## TASK TO COMPLETE
Where the string "dead" occurs in the material below, report the whole line.

DATASET CONTENT START

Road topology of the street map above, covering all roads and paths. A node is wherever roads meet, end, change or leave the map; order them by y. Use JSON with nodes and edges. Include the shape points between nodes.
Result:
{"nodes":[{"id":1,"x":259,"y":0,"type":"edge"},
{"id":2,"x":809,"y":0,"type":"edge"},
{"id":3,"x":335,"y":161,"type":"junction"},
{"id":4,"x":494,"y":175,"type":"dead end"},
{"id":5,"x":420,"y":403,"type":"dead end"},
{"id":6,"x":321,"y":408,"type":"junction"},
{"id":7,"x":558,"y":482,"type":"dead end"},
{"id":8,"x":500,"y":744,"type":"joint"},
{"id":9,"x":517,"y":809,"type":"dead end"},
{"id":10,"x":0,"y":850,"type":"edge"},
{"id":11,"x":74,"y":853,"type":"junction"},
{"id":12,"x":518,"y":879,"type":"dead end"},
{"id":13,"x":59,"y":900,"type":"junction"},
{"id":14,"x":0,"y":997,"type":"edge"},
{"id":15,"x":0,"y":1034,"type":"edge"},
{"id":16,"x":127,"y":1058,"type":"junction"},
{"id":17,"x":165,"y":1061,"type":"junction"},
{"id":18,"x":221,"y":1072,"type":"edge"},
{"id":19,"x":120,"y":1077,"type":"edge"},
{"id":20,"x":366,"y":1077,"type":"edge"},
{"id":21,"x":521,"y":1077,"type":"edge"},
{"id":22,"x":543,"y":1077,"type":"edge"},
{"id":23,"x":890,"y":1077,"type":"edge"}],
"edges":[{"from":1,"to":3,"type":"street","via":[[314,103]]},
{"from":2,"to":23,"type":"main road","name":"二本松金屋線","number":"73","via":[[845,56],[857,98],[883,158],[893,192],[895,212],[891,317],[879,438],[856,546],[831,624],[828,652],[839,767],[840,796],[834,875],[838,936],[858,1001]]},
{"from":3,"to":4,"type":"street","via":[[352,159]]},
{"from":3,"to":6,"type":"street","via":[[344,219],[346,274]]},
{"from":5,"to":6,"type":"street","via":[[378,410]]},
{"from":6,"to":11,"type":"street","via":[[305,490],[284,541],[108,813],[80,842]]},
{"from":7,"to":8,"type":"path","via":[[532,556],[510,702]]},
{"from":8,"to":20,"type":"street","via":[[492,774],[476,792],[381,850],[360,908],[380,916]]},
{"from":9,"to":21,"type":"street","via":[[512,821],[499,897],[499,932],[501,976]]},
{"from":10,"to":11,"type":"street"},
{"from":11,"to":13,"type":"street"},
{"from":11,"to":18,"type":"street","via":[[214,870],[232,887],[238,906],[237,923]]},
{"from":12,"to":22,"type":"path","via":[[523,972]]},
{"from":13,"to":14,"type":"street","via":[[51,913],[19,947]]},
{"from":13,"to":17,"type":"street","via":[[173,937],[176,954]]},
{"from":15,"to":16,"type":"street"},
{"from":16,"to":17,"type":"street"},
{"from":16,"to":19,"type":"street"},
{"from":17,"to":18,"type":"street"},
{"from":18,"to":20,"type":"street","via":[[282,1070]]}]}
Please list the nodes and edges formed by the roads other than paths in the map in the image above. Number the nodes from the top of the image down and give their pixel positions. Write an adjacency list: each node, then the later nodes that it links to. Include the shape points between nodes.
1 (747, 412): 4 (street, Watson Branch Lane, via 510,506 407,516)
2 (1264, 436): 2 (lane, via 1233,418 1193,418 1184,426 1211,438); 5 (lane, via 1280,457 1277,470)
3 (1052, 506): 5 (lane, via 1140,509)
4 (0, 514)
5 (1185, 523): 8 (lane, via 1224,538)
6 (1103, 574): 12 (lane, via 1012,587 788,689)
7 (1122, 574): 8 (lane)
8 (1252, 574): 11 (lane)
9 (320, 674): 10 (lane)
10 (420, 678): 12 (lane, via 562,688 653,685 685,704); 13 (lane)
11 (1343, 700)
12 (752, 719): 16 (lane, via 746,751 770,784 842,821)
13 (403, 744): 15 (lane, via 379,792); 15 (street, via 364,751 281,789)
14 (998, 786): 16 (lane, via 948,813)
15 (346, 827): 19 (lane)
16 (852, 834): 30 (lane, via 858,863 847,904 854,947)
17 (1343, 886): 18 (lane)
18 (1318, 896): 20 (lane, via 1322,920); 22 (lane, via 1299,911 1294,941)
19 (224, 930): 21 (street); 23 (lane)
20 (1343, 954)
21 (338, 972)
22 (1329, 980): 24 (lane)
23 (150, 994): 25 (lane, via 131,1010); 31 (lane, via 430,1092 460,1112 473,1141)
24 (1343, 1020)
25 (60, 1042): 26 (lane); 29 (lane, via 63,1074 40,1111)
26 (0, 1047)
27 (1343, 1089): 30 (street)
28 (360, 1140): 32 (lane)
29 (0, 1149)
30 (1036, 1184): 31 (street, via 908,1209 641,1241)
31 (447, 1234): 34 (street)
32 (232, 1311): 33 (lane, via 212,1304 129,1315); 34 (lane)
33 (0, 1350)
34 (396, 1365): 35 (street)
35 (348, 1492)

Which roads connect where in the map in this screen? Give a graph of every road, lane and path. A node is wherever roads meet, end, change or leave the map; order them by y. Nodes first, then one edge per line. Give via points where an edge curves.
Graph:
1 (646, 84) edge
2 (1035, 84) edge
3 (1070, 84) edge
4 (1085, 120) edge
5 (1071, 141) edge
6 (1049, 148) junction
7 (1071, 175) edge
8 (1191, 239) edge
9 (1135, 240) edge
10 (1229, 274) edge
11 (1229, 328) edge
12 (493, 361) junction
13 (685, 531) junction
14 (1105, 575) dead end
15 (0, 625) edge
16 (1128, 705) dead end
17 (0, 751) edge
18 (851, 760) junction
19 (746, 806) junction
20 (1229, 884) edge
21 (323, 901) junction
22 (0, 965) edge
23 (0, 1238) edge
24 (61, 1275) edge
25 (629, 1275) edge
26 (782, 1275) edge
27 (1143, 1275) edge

DATASET CONTENT END

## RESPONSE
{"id":4,"x":494,"y":175,"type":"dead end"},
{"id":5,"x":420,"y":403,"type":"dead end"},
{"id":7,"x":558,"y":482,"type":"dead end"},
{"id":9,"x":517,"y":809,"type":"dead end"},
{"id":12,"x":518,"y":879,"type":"dead end"},
14 (1105, 575) dead end
16 (1128, 705) dead end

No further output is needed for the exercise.